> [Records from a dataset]
——————

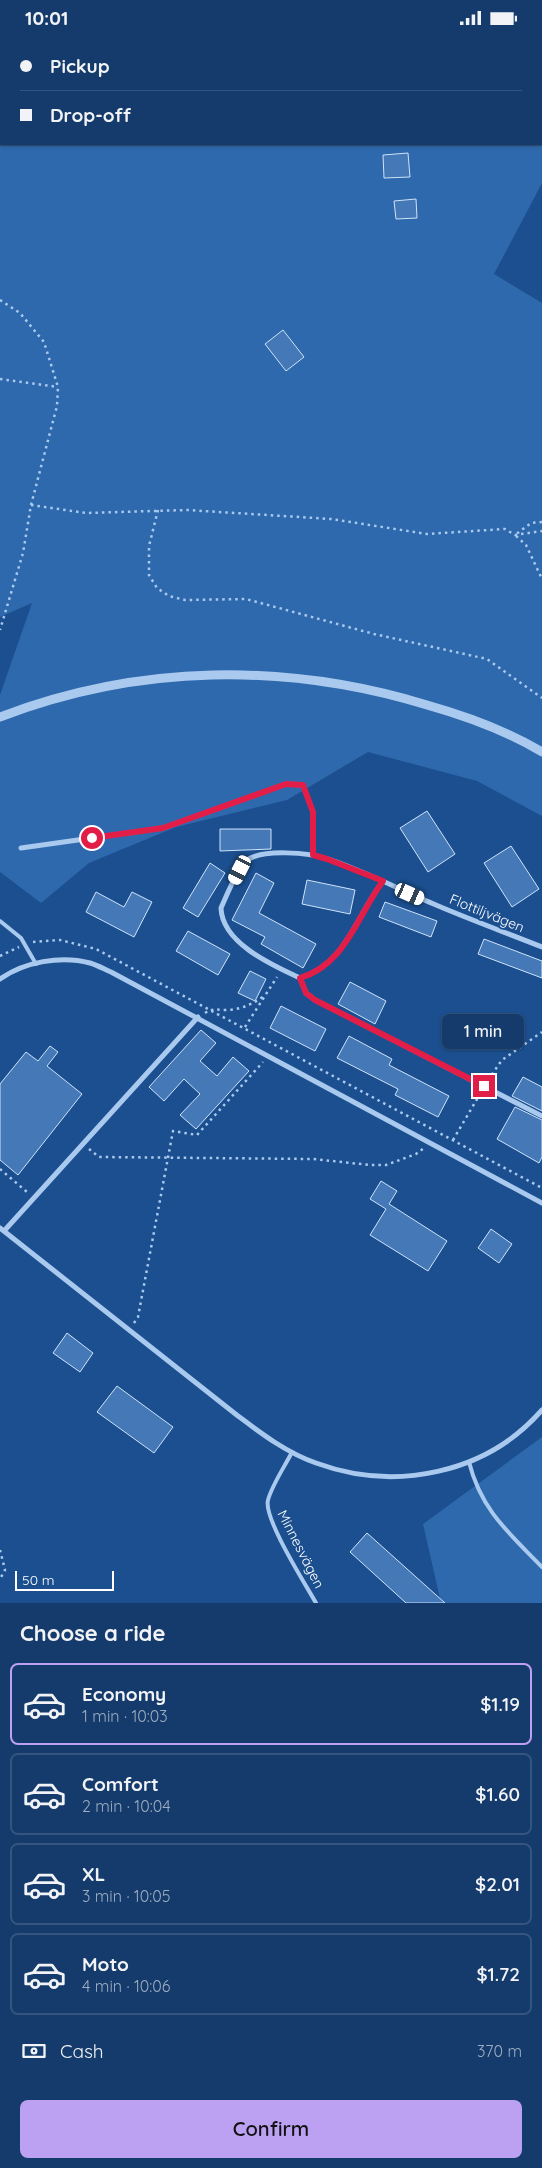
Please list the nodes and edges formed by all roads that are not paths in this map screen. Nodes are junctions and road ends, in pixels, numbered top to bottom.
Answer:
1 (0, 717) edge
2 (542, 752) edge
3 (21, 848) dead end
4 (313, 855) junction
5 (383, 881) junction
6 (0, 921) edge
7 (542, 947) edge
8 (36, 964) junction
9 (300, 978) junction
10 (0, 979) edge
11 (198, 1017) junction
12 (542, 1116) edge
13 (542, 1203) edge
14 (2, 1230) edge
15 (542, 1410) edge
16 (292, 1452) junction
17 (469, 1463) junction
18 (542, 1567) edge
19 (316, 1603) edge

1 - 2 street
3 - 4 street
4 - 5 street, Flottiljvägen
4 - 9 street
5 - 7 street, Flottiljvägen
5 - 9 street
6 - 8 lane
8 - 10 street
8 - 11 street
9 - 12 street
11 - 13 street
11 - 14 street
14 - 16 street
15 - 17 street
16 - 17 street
16 - 19 lane, Minnesvägen
17 - 18 lane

——————

Copy each entry exactly as written. Pictures do not belong in the copy.

Please list the nodes and edges formed by all roads that are not paths in this map screen. Nodes are junctions and road ends, in pixels, numbered top to bottom.
Answer:
1 (0, 717) edge
2 (542, 752) edge
3 (21, 848) dead end
4 (313, 855) junction
5 (383, 881) junction
6 (0, 921) edge
7 (542, 947) edge
8 (36, 964) junction
9 (300, 978) junction
10 (0, 979) edge
11 (198, 1017) junction
12 (542, 1116) edge
13 (542, 1203) edge
14 (2, 1230) edge
15 (542, 1410) edge
16 (292, 1452) junction
17 (469, 1463) junction
18 (542, 1567) edge
19 (316, 1603) edge

1 - 2 street
3 - 4 street
4 - 5 street, Flottiljvägen
4 - 9 street
5 - 7 street, Flottiljvägen
5 - 9 street
6 - 8 lane
8 - 10 street
8 - 11 street
9 - 12 street
11 - 13 street
11 - 14 street
14 - 16 street
15 - 17 street
16 - 17 street
16 - 19 lane, Minnesvägen
17 - 18 lane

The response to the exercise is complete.